Eventually, there would be hundreds of planets, as more round objects are found beyond Neptune.

The proposal, which sources tell Space.com is gaining broad support, tries to plug a big gap in astronomy textbooks, which have never had a formal definition for the word "planet." It addresses discoveries of Pluto-sized worlds that have in recent years pitched astronomers into heated debates over terminology.

  • The asteroid Ceres, which is round, would be recast as a dwarf planet in the new scheme.
  • Pluto would remain a planet, and its moon Charon would be reclassified as a planet. Both would be called "plutons," however, to distinguish them from the eight "classical" planets.
  • A far-out Pluto-sized object known as 2003 UB313, currently nicknamed Xena, would also be called a pluton.

That would make Caltech researcher Mike Brown, who found 2003 UB313, formally the discoverer of the 12th planet. But he thinks it's a lousy idea.

"It's flattering to be considered discoverer of the 12th planet," Brown said in a telephone interview. He applauded the committee's efforts but said the overall proposal is "a complete mess." By his count, the definition means there are already 53 known planets in our solar system, with countless more to be discovered.

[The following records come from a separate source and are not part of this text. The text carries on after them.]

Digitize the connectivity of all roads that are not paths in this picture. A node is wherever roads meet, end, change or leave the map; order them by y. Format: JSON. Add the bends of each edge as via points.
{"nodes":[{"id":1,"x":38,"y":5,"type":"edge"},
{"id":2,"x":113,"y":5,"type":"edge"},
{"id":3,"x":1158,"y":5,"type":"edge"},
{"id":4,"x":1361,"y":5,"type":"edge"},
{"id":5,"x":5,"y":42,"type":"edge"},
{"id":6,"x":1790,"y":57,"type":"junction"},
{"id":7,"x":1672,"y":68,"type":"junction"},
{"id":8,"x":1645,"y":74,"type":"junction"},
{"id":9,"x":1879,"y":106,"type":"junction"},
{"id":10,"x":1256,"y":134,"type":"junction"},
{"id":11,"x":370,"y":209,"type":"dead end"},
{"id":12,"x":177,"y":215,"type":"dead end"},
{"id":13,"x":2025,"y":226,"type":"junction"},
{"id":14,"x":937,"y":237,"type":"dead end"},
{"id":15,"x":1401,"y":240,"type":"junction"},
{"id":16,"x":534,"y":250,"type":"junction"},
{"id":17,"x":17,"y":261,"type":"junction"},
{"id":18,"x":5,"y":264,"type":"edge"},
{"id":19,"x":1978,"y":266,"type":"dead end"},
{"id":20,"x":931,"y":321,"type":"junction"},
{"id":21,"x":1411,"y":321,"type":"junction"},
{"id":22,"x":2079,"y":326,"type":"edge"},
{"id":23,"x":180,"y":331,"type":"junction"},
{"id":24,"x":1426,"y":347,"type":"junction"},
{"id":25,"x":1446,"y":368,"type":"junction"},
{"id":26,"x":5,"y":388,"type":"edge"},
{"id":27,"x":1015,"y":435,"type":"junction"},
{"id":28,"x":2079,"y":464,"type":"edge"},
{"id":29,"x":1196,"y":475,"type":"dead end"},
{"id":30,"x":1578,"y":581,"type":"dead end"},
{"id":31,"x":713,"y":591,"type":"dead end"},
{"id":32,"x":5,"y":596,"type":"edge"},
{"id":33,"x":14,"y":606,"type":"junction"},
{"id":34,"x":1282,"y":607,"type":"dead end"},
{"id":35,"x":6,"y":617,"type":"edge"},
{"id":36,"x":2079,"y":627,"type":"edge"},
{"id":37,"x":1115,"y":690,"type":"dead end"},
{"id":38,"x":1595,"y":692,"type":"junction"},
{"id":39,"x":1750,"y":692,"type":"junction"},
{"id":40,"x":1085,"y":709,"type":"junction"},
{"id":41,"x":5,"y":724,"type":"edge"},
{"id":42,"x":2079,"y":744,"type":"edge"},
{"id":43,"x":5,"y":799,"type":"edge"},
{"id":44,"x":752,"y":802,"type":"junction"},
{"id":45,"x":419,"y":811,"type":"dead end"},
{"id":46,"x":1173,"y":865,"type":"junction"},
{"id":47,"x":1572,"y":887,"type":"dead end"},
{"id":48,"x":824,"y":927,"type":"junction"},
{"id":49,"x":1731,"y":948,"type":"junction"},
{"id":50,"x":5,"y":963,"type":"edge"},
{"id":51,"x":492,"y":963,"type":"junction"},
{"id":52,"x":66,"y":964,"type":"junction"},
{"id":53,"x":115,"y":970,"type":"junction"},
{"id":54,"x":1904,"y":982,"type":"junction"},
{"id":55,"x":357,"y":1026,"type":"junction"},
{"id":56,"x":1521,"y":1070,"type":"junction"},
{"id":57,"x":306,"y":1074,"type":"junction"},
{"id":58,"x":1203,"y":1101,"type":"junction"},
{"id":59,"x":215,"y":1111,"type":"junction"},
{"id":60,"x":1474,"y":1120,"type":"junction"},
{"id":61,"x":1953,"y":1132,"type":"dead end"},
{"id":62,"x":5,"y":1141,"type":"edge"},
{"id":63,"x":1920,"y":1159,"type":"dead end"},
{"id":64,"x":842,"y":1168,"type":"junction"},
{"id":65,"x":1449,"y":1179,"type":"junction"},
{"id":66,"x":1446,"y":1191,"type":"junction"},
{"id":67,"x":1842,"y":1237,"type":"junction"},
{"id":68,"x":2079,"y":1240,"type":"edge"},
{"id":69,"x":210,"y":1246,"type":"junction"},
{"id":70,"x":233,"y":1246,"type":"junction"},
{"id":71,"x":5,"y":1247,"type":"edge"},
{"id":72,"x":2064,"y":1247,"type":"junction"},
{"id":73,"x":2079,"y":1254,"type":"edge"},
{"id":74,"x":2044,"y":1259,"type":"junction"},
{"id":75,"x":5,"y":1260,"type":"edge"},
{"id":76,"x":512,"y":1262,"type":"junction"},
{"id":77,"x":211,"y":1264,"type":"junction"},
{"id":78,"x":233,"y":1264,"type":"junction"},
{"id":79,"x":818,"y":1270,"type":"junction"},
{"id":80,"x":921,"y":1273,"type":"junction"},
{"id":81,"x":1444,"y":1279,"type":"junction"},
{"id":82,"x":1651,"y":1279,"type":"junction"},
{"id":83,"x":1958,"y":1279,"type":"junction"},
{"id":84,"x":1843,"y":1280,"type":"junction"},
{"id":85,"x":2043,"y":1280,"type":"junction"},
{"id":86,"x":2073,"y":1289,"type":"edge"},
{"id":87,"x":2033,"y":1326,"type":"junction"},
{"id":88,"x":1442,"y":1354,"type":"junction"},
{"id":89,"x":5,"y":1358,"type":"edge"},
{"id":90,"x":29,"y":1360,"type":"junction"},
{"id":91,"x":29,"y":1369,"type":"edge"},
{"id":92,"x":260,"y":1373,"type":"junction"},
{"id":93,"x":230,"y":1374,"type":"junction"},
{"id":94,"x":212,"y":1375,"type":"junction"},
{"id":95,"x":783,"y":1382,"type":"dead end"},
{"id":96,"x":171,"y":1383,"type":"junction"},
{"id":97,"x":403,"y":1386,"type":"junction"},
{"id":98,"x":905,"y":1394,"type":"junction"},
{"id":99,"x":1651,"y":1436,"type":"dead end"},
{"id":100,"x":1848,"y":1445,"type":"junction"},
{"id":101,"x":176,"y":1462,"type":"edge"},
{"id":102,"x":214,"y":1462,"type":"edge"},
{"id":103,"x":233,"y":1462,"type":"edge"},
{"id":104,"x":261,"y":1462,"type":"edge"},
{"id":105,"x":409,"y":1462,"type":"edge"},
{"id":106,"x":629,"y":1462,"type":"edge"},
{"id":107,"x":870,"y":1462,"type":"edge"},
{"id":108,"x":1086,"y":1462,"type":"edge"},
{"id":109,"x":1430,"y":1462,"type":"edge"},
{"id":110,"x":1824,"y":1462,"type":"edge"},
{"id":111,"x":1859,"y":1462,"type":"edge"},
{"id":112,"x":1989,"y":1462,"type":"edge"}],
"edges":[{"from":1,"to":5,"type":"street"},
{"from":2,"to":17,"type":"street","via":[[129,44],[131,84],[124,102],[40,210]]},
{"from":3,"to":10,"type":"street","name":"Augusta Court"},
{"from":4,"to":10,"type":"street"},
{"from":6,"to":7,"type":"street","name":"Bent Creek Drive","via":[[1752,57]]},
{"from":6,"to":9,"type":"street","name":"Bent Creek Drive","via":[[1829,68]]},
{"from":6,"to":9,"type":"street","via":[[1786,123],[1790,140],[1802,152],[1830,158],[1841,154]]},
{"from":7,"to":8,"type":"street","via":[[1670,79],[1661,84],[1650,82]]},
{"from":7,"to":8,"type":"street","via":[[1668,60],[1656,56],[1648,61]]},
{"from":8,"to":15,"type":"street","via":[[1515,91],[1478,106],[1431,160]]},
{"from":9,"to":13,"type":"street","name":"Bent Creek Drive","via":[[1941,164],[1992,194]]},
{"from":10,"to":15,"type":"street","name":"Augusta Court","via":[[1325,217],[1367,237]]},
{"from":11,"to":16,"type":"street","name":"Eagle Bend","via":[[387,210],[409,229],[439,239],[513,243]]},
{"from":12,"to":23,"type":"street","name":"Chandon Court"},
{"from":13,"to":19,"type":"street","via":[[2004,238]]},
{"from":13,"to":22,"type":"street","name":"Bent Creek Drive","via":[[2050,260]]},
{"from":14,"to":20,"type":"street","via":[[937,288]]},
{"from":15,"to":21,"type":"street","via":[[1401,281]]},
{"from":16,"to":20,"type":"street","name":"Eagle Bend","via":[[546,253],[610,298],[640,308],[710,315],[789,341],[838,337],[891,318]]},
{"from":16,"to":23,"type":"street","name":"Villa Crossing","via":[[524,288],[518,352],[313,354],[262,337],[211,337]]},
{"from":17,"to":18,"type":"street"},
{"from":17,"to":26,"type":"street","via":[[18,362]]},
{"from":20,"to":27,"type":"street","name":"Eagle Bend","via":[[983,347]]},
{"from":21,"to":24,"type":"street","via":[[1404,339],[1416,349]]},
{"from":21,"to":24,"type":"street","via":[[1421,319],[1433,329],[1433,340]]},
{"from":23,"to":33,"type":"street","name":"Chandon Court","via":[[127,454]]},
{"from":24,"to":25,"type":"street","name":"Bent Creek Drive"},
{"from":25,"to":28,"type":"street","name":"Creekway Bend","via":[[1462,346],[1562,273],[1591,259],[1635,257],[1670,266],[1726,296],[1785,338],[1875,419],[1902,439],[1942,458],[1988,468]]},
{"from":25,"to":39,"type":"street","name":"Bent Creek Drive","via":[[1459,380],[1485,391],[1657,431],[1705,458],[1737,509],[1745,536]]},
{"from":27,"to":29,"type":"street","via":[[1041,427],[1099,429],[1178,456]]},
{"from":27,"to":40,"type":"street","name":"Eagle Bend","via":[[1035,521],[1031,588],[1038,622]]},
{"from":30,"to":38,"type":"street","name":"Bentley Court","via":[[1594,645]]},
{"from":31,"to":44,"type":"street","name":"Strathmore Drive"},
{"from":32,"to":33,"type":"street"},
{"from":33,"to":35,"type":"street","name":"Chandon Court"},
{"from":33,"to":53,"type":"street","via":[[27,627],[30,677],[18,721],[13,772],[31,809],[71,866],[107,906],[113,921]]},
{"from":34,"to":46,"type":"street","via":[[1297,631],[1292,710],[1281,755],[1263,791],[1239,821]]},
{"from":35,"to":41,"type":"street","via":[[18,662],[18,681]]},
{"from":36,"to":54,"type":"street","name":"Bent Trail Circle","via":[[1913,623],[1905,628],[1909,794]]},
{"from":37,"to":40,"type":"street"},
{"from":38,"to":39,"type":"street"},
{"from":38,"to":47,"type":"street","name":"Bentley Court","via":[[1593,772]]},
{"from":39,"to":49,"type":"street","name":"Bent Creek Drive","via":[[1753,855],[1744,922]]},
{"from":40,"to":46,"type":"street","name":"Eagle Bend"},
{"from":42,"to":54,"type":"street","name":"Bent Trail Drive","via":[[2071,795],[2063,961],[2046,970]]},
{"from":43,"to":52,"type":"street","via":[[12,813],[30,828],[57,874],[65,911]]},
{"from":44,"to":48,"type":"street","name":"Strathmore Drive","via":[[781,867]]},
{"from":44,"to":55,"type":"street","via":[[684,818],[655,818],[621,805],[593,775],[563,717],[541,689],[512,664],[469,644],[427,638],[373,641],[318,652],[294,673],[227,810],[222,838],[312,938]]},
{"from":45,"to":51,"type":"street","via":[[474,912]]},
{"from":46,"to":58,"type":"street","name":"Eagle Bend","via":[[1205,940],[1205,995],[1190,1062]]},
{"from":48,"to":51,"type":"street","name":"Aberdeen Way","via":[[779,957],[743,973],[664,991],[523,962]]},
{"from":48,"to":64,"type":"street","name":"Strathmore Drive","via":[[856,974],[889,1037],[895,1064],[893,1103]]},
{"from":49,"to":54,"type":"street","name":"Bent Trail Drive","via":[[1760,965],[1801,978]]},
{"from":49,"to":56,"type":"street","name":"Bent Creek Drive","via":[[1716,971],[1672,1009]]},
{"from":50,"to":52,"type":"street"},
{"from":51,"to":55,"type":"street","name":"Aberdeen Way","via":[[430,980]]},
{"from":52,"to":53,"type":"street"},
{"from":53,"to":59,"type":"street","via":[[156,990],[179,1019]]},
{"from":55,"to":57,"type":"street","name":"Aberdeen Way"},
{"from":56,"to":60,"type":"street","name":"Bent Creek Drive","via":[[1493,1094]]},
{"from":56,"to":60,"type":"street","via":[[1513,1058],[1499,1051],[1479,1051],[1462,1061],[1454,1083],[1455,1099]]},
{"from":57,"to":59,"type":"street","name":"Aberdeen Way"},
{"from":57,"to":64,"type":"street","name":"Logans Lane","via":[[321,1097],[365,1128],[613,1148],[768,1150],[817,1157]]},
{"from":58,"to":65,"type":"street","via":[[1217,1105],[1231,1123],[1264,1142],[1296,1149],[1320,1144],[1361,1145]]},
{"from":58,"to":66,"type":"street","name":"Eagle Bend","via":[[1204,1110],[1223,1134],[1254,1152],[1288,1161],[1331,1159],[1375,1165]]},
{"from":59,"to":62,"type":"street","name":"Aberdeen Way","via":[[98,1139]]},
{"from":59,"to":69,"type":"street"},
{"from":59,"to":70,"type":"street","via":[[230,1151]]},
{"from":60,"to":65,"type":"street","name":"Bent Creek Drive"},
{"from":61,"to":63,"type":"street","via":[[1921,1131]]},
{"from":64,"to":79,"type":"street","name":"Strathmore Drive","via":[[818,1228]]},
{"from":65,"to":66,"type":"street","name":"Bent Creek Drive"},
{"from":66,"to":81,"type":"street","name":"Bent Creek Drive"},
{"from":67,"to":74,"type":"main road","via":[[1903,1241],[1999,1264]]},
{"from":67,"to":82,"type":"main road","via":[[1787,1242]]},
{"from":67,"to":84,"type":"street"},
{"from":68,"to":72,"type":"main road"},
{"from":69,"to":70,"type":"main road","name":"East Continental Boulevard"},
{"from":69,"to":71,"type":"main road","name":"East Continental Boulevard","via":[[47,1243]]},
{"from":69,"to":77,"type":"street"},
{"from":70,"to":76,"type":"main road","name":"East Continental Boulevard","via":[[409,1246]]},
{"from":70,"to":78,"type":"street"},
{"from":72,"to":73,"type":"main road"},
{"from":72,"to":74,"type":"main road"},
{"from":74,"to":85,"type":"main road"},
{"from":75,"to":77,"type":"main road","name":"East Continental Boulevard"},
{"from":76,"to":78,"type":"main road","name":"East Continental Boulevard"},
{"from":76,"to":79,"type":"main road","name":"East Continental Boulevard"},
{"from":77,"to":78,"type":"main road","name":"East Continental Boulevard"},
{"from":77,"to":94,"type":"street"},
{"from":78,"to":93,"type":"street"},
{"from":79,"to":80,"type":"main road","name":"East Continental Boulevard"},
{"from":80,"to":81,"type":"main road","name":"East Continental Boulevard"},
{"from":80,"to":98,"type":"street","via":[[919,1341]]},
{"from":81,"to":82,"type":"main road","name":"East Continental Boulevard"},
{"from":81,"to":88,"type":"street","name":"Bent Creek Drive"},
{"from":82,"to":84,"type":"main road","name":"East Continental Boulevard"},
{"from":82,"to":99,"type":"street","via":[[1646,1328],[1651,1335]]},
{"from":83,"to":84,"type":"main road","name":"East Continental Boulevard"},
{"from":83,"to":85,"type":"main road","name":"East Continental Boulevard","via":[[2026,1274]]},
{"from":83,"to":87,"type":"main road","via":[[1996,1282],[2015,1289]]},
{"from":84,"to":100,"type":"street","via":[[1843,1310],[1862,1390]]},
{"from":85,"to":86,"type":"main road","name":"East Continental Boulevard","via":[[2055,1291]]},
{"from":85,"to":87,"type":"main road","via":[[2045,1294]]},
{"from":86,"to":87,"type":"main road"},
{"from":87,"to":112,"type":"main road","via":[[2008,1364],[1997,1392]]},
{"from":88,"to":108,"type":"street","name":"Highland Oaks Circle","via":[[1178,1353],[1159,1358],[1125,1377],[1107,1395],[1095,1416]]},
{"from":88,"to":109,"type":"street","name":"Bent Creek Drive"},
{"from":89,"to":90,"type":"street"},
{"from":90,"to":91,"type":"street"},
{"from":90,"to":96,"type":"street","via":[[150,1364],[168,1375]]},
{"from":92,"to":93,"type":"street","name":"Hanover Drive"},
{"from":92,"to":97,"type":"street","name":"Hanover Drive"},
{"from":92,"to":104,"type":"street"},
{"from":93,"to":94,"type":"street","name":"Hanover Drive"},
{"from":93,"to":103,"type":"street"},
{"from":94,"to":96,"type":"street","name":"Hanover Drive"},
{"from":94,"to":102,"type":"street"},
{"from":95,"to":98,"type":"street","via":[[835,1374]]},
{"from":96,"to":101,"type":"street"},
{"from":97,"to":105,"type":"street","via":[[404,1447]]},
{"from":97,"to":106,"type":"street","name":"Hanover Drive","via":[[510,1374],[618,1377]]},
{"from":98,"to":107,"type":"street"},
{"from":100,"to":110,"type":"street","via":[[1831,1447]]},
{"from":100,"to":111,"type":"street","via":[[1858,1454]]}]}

Brown and another expert said the proposal, being put forth Wednesday at the IAU General Assembly meeting in Prague, is not logical. For example, Brown said, it does not make sense to consider Ceres and Charon planets and not call our moon (which is bigger than
both) a planet.

IAU members will vote on the proposal on Aug. 24. Its fate is far from clear.

The definition
The definition, which basically says round objects orbiting stars will be called planets, seems simple at first glance:

"A planet is a celestial body that (a) has sufficient mass for its self-gravity to overcome rigid body forces so that it assumes a hydrostatic equilibrium (nearly round) shape, and (b) is in orbit around a star, and is neither a star nor a satellite of a planet."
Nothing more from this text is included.